> _Directions_:
Scan the data below for the string "edges". Copy every line where it appears.

> _Task inputs_:
=== Begin Enclosure ===
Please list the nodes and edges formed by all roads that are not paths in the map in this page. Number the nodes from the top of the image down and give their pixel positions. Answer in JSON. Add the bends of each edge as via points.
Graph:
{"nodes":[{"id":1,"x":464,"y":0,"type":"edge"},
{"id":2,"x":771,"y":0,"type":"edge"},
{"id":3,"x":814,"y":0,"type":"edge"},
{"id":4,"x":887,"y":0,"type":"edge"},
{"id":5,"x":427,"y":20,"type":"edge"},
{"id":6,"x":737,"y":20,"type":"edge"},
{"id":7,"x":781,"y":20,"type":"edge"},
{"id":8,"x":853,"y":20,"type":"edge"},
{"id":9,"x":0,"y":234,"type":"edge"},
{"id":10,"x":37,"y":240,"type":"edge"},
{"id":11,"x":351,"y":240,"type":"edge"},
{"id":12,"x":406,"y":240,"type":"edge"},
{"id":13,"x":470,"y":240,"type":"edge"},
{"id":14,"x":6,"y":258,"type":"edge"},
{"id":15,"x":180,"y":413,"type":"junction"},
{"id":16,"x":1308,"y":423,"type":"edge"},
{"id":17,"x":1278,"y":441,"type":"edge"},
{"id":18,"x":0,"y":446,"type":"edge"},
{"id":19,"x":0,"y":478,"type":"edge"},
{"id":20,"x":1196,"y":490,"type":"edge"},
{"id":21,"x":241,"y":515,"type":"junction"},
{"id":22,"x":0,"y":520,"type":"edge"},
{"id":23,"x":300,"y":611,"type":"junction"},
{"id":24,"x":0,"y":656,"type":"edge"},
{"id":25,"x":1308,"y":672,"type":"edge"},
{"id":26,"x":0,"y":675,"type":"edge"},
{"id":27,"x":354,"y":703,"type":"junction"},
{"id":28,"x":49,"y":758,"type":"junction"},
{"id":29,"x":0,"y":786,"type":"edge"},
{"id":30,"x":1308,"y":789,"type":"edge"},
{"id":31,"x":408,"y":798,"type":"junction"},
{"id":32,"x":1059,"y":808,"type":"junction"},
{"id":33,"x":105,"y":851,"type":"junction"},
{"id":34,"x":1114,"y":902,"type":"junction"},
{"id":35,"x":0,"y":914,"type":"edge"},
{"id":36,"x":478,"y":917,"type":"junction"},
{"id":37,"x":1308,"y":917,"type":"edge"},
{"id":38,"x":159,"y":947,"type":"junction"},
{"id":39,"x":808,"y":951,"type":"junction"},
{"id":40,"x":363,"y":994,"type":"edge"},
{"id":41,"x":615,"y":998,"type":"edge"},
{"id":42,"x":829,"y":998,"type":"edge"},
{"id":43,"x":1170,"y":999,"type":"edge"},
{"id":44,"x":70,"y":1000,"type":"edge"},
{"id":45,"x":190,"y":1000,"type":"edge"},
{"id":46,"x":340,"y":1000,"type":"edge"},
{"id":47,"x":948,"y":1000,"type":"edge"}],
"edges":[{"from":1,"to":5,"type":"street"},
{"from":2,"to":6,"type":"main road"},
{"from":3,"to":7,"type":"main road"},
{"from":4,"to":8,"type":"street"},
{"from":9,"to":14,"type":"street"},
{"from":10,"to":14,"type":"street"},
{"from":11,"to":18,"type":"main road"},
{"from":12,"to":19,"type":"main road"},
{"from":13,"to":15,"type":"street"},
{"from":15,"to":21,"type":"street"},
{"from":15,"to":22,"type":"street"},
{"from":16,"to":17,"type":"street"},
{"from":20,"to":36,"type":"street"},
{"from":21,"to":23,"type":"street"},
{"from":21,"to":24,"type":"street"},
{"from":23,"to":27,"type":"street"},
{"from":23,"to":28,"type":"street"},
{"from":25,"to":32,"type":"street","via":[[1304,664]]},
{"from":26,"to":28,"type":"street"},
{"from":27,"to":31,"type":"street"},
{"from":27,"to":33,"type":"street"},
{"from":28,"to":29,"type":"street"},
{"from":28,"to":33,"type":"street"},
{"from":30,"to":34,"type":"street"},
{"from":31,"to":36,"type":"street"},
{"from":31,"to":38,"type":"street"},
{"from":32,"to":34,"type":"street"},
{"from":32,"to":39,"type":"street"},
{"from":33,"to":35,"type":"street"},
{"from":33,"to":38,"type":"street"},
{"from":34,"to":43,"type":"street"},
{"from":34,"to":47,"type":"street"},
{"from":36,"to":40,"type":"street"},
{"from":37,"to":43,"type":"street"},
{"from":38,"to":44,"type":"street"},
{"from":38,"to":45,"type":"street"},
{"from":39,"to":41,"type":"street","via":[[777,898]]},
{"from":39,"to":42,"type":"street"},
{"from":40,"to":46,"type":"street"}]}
=== End Enclosure ===
> _Solution to the exercise_:
Please list the nodes and edges formed by all roads that are not paths in the map in this page. Number the nodes from the top of the image down and give their pixel positions. Answer in JSON. Add the bends of each edge as via points.
"edges":[{"from":1,"to":5,"type":"street"},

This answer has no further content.